Tentu saja Kyai Marwan menangis tak habis-habisnya, setengah memprotes Tuhannya. Kenapa ia harus berjodoh dengan seorang pelacur? Bagaimana kata para santri dan masyarakat sekitar nanti, kalau Ibu Nyainya justru seorang pelacur? “Ya Allah…! Apakah tidak ada perempuan lain di dunia ini?”Dengan tubuh yang gontai, layaknya seorang yang sedang mambuk, Kyai Marwan nekad pergi ke komplek pelacuran itu. Peluhnya membasahi eluruh tubuhnya, dan jantungnya berdetak keras, ketika memasuki sebuah warung dari salah satu komplek itu. Dengan kecemasan luar biasa, ia memandang seluruh wajah pelacur di sana, sembari menduga-duga, siapa diantara mereka yang menjadi jodohnya.

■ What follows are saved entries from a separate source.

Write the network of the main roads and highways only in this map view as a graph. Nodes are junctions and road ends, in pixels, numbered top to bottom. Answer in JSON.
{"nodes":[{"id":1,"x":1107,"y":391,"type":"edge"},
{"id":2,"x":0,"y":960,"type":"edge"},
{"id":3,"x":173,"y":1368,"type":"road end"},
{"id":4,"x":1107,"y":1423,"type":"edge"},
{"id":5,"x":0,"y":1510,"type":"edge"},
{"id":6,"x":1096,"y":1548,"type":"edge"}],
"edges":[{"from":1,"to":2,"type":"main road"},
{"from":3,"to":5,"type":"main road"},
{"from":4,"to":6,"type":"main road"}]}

Dalam keadaan tak menentu, tiba-tiba muncul seorang perempuan muda yang cantik, berjilbab, menenteng kopor besar, memasuki warung yang sama, dan duduk di dekat Kyai Marwan. “Masya Allah, apa tidak salah perempuan cantik ini masuk ke warung ini?” kata benaknya.“Mbak, maaf, Mbak. Mbak dari mana, kok datang kemari? Apa Mbak tidak salah alamat?” tanya Kyai Marwan pada perempuan itu.Perempuan itu hanya menundukkan mudanya. Lama-lama butiran airmatanya mulai mengembang dan menggores pipinya. Sambil menatap dengan mata kosong, perempuan itu mulai mengisahkan perjalanannya, hingga ke tempat pelacuran ini. Singkat cerita, perempuan itu minggat dari rumah orang tuanya, memang sengaja ingin menjadi pelacur, gara-gara ia dijodohkan paksa dengan pria yang tidak dicintainya. “Masya Allah….Masya Allah…Mbak.. Begini saja Mbak, Mbak ikut saya saja. …” kata Kiai Marwan, sambil mengisahkan dirinya sendiri, kenapa ia pun juga sampai ke tempat pelacuran itu.
Dan tanpa mereka sadari, kedua makhluk itu sepakat untuk berjodoh.Tiga Kiai tersebut, sesungguhnya merupakan refleksi dari rahasia Allah yang hanya bisa difahami lebih terbuka dari dunia Sufi. Kiai Khoiron yang menjadi kiai para pelacur, sesungguhnya wujud dari kemerdekaan Sufistik pada kepribadian seseorang yang berani menerobos dinding-dinding verbalisme kultur agama, sebagaimana misteri Kyai Madun, yang harus sembuh di komplek pelacuran. Juga nasib bidadari yang ditemukan Kiai Marwan di komplek pelacuran itu. Semuanya menggambarkan bagaimana dunia jiwa, dunia moral, dunia keindahan dan kebesaran Ilahi, harus direspon tanpa harus ditimbang oleh fakta-fakta normatif sosial yang terkadang malah menjebak moral seorang hamba Allah.Sebab tidak jarang, seorang Kiai, sering mempertaruhkan harga dirinya di depan pendukungnya, ketimbang mempertaruhkan harga dirinya di depan Allah.
Dan begitulah cara Allah menyindir para Kiai, dengan menampilkan tiga Kiai Pelacur itu.